**INSTRUCTIONS TO FOLLOW**:
Exactly how many lines in this data contain the word "junction"? Only the number should be given.

Stored items
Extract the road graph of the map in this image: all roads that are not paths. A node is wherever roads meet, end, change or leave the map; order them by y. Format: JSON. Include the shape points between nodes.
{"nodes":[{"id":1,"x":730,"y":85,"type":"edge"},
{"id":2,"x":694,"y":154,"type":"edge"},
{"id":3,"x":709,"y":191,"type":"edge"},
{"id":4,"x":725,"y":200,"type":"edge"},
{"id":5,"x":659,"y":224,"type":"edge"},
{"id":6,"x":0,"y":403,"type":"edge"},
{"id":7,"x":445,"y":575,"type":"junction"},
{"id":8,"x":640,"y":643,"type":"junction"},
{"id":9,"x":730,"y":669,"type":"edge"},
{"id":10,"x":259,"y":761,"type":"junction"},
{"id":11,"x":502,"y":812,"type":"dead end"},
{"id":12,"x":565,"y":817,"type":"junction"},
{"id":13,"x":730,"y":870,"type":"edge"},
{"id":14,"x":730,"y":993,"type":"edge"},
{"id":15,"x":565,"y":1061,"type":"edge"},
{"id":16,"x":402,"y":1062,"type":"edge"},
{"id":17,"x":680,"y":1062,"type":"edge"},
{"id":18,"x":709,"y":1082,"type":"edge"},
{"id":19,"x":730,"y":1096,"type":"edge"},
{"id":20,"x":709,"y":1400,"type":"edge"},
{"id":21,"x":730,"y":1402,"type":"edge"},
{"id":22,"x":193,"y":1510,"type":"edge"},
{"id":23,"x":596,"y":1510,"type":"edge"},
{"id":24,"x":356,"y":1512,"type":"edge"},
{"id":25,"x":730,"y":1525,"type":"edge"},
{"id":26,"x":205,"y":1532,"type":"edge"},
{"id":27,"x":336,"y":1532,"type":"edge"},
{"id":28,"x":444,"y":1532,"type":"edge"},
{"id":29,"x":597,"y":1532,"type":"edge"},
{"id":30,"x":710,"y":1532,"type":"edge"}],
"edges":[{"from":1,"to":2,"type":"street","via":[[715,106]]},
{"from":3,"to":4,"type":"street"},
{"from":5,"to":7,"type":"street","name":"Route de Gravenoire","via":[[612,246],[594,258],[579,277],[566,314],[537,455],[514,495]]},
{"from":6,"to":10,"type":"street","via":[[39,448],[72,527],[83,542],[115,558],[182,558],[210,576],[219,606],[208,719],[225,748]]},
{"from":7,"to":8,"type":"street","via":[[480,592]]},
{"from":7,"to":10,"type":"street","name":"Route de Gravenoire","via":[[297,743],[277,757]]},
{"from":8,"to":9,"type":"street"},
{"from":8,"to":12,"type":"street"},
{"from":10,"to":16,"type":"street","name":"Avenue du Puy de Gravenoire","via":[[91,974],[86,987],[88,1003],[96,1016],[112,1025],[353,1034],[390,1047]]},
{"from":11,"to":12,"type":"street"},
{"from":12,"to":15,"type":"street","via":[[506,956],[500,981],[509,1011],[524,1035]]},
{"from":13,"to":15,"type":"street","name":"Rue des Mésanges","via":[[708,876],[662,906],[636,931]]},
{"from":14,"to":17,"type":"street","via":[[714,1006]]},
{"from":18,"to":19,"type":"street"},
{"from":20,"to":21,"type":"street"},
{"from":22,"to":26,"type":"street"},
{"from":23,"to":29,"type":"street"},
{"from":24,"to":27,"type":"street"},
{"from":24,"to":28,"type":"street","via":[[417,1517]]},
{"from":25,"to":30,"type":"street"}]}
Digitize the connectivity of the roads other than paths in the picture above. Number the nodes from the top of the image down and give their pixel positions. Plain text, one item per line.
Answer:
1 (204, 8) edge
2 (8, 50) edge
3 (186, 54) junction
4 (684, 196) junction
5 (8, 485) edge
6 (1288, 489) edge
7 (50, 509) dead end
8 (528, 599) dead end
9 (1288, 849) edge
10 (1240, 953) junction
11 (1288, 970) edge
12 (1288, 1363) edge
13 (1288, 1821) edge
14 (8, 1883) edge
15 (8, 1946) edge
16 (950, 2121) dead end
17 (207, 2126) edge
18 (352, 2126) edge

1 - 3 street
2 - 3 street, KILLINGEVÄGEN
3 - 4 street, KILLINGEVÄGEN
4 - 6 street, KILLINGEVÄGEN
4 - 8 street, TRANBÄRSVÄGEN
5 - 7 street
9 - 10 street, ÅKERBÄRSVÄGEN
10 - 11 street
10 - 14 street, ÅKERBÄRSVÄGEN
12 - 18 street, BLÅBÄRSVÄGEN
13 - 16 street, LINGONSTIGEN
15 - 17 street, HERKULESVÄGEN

**RESULT BELOW**:
7